Start of Given entries
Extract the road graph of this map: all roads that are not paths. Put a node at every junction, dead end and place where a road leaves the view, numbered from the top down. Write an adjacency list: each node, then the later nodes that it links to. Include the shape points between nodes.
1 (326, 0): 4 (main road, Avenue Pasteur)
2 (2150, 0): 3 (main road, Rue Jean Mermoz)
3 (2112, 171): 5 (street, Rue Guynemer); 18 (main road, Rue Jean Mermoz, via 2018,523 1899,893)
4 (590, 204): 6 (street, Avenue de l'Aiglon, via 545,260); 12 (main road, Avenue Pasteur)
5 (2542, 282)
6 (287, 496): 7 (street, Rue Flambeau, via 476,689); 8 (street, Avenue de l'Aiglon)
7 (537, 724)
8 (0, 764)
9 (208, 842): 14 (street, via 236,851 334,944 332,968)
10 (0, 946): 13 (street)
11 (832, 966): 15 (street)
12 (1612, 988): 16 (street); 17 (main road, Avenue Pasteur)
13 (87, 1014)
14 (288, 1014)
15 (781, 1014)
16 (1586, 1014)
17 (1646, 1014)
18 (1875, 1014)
End of Given entries
Reproduce the entries above in full, exactly as they read.

Solution to this exercise
Extract the road graph of this map: all roads that are not paths. Put a node at every junction, dead end and place where a road leaves the view, numbered from the top down. Write an adjacency list: each node, then the later nodes that it links to. Include the shape points between nodes.
1 (326, 0): 4 (main road, Avenue Pasteur)
2 (2150, 0): 3 (main road, Rue Jean Mermoz)
3 (2112, 171): 5 (street, Rue Guynemer); 18 (main road, Rue Jean Mermoz, via 2018,523 1899,893)
4 (590, 204): 6 (street, Avenue de l'Aiglon, via 545,260); 12 (main road, Avenue Pasteur)
5 (2542, 282)
6 (287, 496): 7 (street, Rue Flambeau, via 476,689); 8 (street, Avenue de l'Aiglon)
7 (537, 724)
8 (0, 764)
9 (208, 842): 14 (street, via 236,851 334,944 332,968)
10 (0, 946): 13 (street)
11 (832, 966): 15 (street)
12 (1612, 988): 16 (street); 17 (main road, Avenue Pasteur)
13 (87, 1014)
14 (288, 1014)
15 (781, 1014)
16 (1586, 1014)
17 (1646, 1014)
18 (1875, 1014)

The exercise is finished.